Hi Johnny,
I just gave that a try but it didn't help as I suspected.
I still believe the problem is in mysql not being able to handle set
subtractions. Therefore, it has to perform the work harder to return the
rows that represent a "no match" with NULL values in place so they can then
be filtered by the WHERE clause.
This type of query seems to be a corner case in mysql one should be aware
about when working with large datasets.
Cheers,
Leonardo Borges
www.leonardoborges.com
On Fri, Jul 8, 2011 at 11:18 PM, Johnny Withers <johnny@stripped>wrote:
> Leonardo,
>
> I think a new compound key on email_id and activity in the activities table
> may help.
>
> I'm not sure if this will help or not, Its hard to test w/o having a large
> data set to test against.
>
>
> On Thu, Jul 7, 2011 at 9:07 PM, Leonardo Borges <
> leonardoborges.rj@stripped> wrote:
>
>> Sure can:
>>
>> show create table activities;
>>
>> CREATE TABLE `activities` (
>> `id` int(11) NOT NULL AUTO_INCREMENT,
>> `user_id` int(11) DEFAULT NULL,
>> `email` varchar(100) DEFAULT NULL,
>> `country_iso` varchar(2) DEFAULT NULL,
>> `tags` varchar(255) DEFAULT NULL,
>> `postcode` int(11) DEFAULT NULL,
>> `activity` varchar(100) DEFAULT NULL,
>> `page_id` int(11) DEFAULT NULL,
>> `donation_frequency` varchar(100) DEFAULT NULL,
>> `email_id` int(11) DEFAULT NULL,
>> `created_at` timestamp NOT NULL DEFAULT CURRENT_TIMESTAMP ON UPDATE
>> CURRENT_TIMESTAMP,
>> PRIMARY KEY (`id`),
>> KEY `user_idx` (`user_id`),
>> KEY `email_idx` (`email_id`),
>> KEY `activity_idx` (`activity`)
>> ) ENGINE=MyISAM AUTO_INCREMENT=11331976 DEFAULT CHARSET=latin1
>>
>>
>> And the explain:
>>
>>
>>
> +----+-------------+-------+-------+---------------------------------+----------+---------+------------+--------+-------------+
>> | id | select_type | table | type | possible_keys | key
>> | key_len | ref | rows | Extra |
>>
>>
> +----+-------------+-------+-------+---------------------------------+----------+---------+------------+--------+-------------+
>> | 1 | SIMPLE | u | index | NULL |
>> id_idx | 5 | NULL | 972064 | Using index |
>> | 1 | SIMPLE | a | ref | user_idx,email_idx,activity_idx |
>> user_idx | 5 | getup.u.id | 20 | Using where |
>>
>>
> +----+-------------+-------+-------+---------------------------------+----------+---------+------------+--------+-------------+
>>
>>
>> Cheers,
>> Leonardo Borges
>> www.leonardoborges.com
>>
>>
>> On Fri, Jul 8, 2011 at 11:58 AM, Johnny Withers
> <johnny@stripped>wrote:
>>
>>> Can you post show create table for activity and explain output of the
>>> problem query?
>>>
>>> On Jul 7, 2011 8:51 PM, "Leonardo Borges"

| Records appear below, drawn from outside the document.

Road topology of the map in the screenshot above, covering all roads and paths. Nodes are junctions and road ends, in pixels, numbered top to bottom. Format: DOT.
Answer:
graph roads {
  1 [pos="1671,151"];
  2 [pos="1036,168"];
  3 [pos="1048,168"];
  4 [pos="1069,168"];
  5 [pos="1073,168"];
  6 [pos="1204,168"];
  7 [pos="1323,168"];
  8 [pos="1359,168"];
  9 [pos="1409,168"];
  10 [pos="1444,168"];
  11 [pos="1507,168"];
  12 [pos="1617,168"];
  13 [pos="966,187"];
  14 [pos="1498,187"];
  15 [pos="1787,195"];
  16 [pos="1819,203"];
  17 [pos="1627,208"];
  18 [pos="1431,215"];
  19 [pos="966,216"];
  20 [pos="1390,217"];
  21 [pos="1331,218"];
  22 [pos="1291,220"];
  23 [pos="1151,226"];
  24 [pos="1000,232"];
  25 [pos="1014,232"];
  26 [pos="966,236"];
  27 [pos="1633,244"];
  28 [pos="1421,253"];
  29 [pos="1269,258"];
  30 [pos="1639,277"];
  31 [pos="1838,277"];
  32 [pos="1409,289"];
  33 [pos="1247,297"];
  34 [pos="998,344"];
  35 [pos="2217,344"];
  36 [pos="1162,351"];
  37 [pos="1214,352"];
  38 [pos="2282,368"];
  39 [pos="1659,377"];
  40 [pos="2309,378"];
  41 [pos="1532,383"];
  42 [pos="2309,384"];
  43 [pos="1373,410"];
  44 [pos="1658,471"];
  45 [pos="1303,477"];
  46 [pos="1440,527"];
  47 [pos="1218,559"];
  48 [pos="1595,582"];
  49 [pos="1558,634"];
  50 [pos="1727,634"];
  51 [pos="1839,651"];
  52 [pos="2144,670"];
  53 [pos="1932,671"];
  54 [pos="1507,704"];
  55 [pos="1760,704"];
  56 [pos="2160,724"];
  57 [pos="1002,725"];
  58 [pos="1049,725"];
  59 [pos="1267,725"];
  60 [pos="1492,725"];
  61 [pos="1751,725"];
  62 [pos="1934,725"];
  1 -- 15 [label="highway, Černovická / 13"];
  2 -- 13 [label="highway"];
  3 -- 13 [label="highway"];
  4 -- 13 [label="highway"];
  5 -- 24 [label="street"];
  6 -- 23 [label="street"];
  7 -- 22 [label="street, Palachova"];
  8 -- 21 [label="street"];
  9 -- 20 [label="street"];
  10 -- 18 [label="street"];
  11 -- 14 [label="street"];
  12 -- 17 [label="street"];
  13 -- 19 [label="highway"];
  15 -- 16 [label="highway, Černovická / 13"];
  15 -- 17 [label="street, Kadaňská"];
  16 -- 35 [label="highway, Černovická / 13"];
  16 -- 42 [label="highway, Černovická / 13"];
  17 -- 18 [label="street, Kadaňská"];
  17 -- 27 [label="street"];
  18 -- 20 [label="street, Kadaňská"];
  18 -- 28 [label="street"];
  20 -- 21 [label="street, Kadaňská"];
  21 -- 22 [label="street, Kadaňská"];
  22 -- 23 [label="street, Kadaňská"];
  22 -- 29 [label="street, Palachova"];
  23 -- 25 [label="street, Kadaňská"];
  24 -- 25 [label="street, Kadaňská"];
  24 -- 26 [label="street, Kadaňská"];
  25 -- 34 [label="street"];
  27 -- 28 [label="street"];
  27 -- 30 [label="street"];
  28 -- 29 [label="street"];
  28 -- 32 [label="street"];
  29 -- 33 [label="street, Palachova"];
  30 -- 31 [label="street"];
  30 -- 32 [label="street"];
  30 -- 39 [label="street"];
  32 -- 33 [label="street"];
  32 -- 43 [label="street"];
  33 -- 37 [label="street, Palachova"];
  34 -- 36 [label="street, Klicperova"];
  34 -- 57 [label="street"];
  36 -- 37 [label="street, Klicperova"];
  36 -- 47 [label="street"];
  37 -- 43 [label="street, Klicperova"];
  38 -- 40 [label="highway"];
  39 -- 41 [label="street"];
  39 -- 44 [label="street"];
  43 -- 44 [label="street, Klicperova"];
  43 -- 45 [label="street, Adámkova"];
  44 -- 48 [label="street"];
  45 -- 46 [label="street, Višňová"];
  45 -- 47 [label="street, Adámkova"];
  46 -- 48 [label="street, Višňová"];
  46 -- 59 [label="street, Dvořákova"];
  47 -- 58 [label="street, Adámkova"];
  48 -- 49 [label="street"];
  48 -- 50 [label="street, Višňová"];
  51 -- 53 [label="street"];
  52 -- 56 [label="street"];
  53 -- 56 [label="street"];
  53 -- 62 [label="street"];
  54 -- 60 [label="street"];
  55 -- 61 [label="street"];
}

> <leonardoborges.rj@stripped>
>>> wrote:
>>>
>>> Hello everyone,
>>>
>>> I have an increasingly popular web application running on top of mysql
>>> and
>>> due to its popularity, I'm running into performance issues. After
>>> carefully
>>> examining database indexes and tuning queries I was able to pin down the
>>> slowest part of the system.
>>>
>>> The app's got a user segmentation tool that allows you to filter users
>>> based
>>> on a range of criteria from which the slowest is: "Select all users that
>>> did
>>> not receive the email of id 100"
>>>
>>> To answer this question we turn to the activities table, which is
>>> basically
>>> a denormalized log of actions taken by the user in this format:
>>> user_id | activity | email_id | ...
>>> 10 | email_sent | 100 | ...
>>> 10 | subscribed | NULL | ...
>>> 10 | email_open | 100 | ...
>>>
>>>
>>> Given this table and the question above, the usual way of finding out all
>>> users who did not receive this email is through the use of a left outer
>>> join, such as:
>>>
>>> select u.id
>>> from users u
>>> left outer join activities a
>>> on u.id = a.user_id
>>> and a.activity = 'email_sent'
>>> and a.email_id = 100
>>> where a.user_id is null
>>>
>>> That's all fine for medium-ish tables. However our current activities
>>> table
>>> has over 13 million rows, slowing the hell out of this left outer join,
>>> taking about 52 seconds in my machine.
>>>
>>> What this query is trying to do is to get the relative complement of set
>>> A(users) to B(activities). As far as I know mysql doesn't support set
>>> subtraction, thus the reason for these queries being slow.
>>>
>>> Based on that I've setup a test database on Postgresql, which supports
>>> this
>>> very set operation and rewrote the query to look like this:
>>>
>>> select u.id
>>> from users u
>>> except
>>> select a.user_id
>>> from activities a
>>> where a.activity = 'email_sent'
>>> and a.email_id = 100;
>>>
>>> The fact that postgresql knows how to subtract sets brought this query
>>> down
>>> to only 4 seconds.
>>>
>>> My question then is: since this is a somewhat common query in our system,
>>> are there any workarounds I could use in mysql to improve things?
>>>
>>> I did find one myself, but it's a bit convoluted and might not perform
>>> well
>>> under load, but the following sql script gives me similar performance in
>>> mysql:
>>>
>>> create temporary table email_sent_100
>>> select a.user_id
>>> from user_activity_events a
>>> where a.activity = 'email_sent'
>>>
>>>
>>> and a.email_id = 100;
>>>
>>> create index user_id_idx on email_sent_100(user_id); //this could
>>> potentially bring the runtime down in the case of a larg temp table.
>>>
>>> select count(u.id)
>>> from users u
>>> left outer join email_sent_100 s
>>> on u.id = s.user_id
>>> and s.user_id is null;
>>>
>>> A lot more lines and a lot more complex, but does the job in this
>>> example.
>>>
>>> I'd appreciate your thoughts.
>>>
>>> Cheers,
>>> Leonardo Borges
>>> www.leonardoborges.com
>>>
>>>
>>
>
>
> --
> -----------------------------
> Johnny Withers
> 601.209.4985
> johnny@stripped
>